About this exercise — Looking through the listing, how many of its lines hold the word "Alvaro"? Answer with only the number.
#####
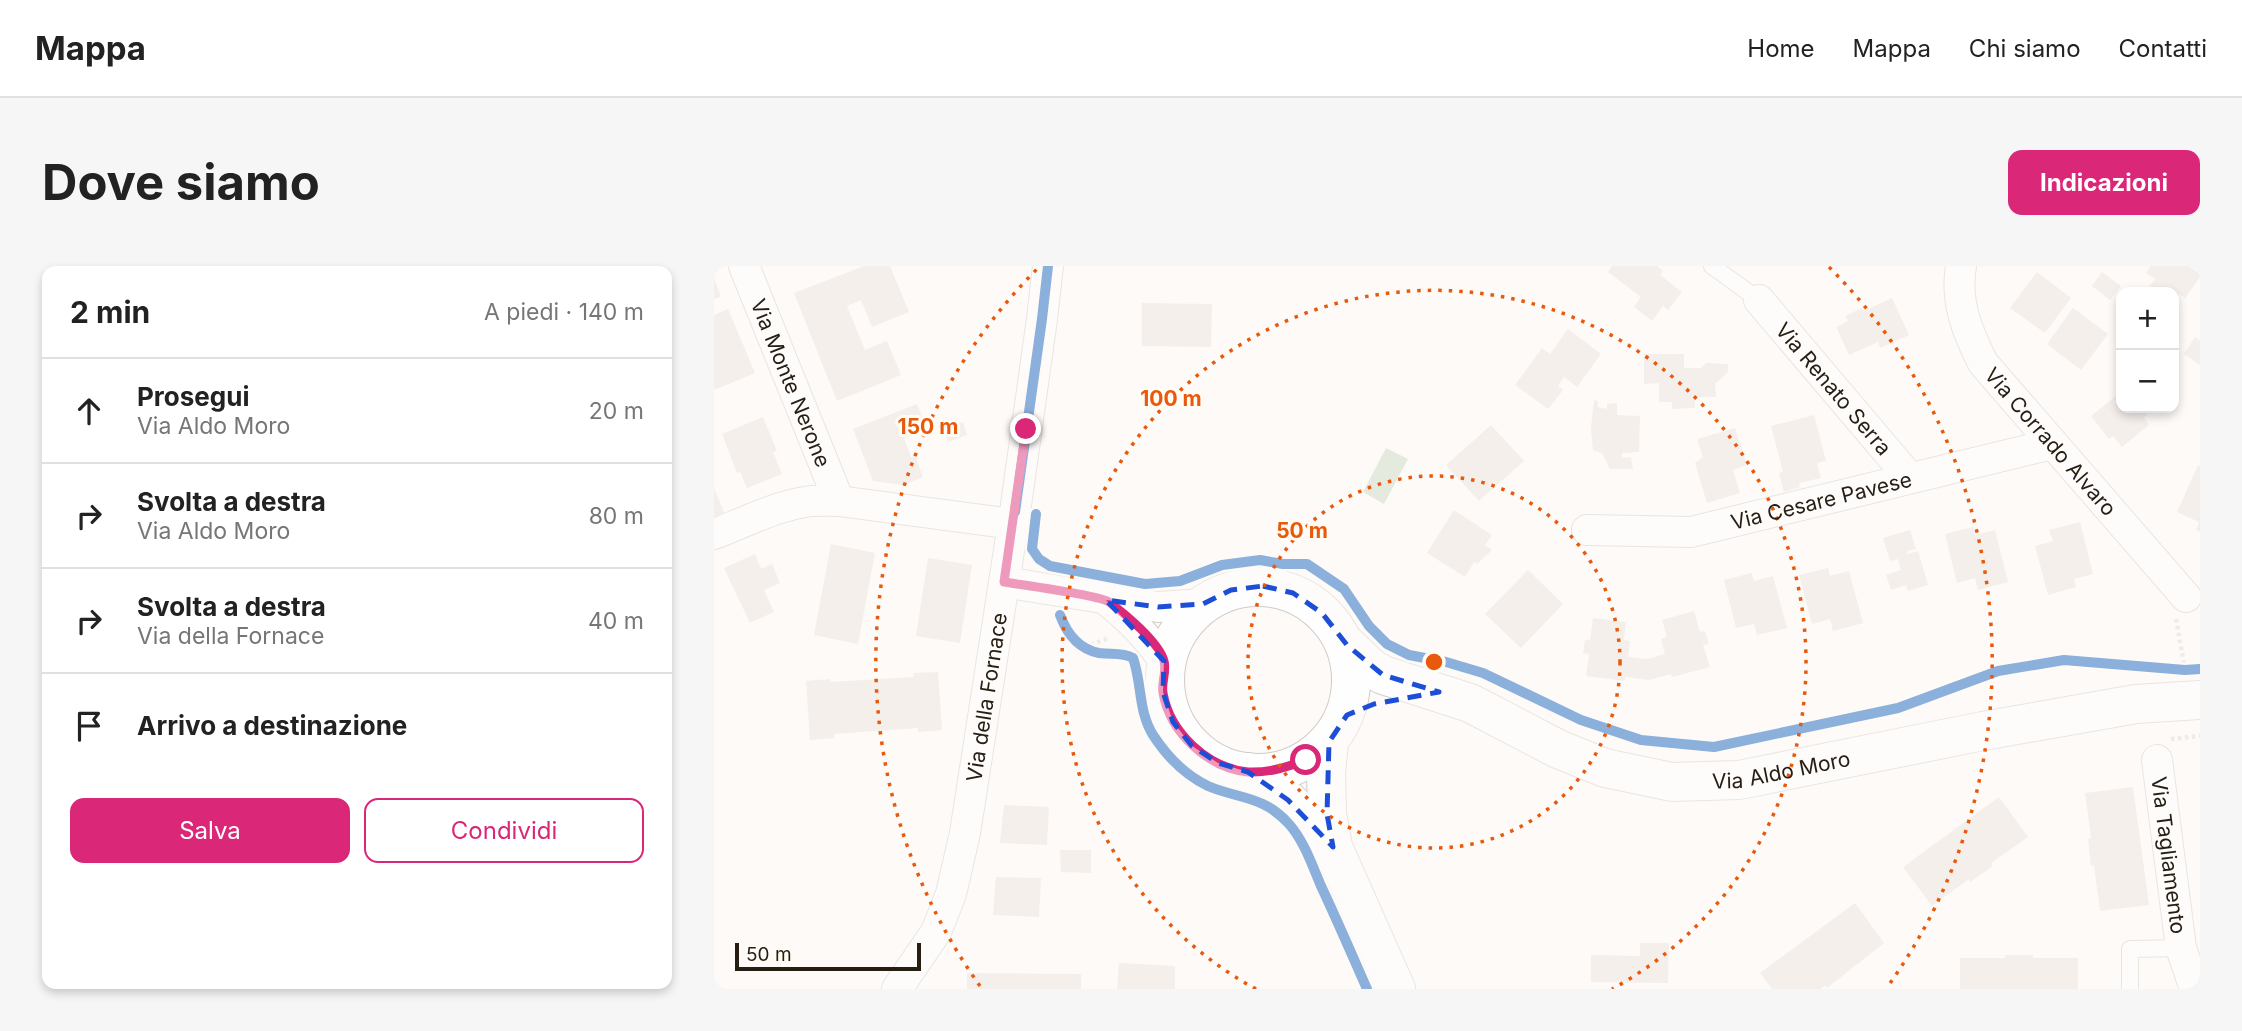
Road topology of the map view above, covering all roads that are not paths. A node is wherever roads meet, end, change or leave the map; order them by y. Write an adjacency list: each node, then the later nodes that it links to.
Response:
1 (744, 266): 8 (street, Via Monte Nerone)
2 (1048, 266): 9 (street, Via della Fornace)
3 (1712, 266): 5 (lane)
4 (1961, 266): 6 (street, Via Corrado Alvaro)
5 (1759, 300): 7 (street, Via Renato Serra)
6 (2052, 444): 7 (street, Via Cesare Pavese); 13 (street, Via Corrado Alvaro)
7 (1909, 477): 10 (street, Via Cesare Pavese)
8 (839, 501): 9 (street, Via Monte Nerone); 11 (street, Via Monte Nerone)
9 (1014, 518): 12 (street, Via della Fornace)
10 (1587, 530)
11 (714, 534)
12 (1004, 582): 14 (street, Via Aldo Moro); 25 (street, Via della Fornace)
13 (2186, 597)
14 (1106, 600): 15 (street, Via Aldo Moro); 17 (street, Via Aldo Moro)
15 (1203, 604): 16 (main road, Via Aldo Moro); 17 (main road, Via Aldo Moro)
16 (1348, 645): 19 (main road, Via Aldo Moro); 20 (main road, Via Aldo Moro)
17 (1164, 661): 22 (main road, Via Aldo Moro)
18 (2189, 680): 19 (main road, Via Aldo Moro)
19 (1439, 692): 20 (main road, Via Aldo Moro)
20 (1338, 728): 22 (main road, Via Aldo Moro); 23 (main road, Via Aldo Moro)
21 (2157, 760): 24 (street, Via Tagliamento)
22 (1248, 772): 23 (main road, Via Aldo Moro)
23 (1332, 847): 26 (main road, Via Aldo Moro)
24 (2181, 948): 27 (lane); 28 (street, Via Tagliamento)
25 (897, 989)
26 (1396, 989)
27 (2130, 989)
28 (2195, 989)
#####
Solution for this exercise — 2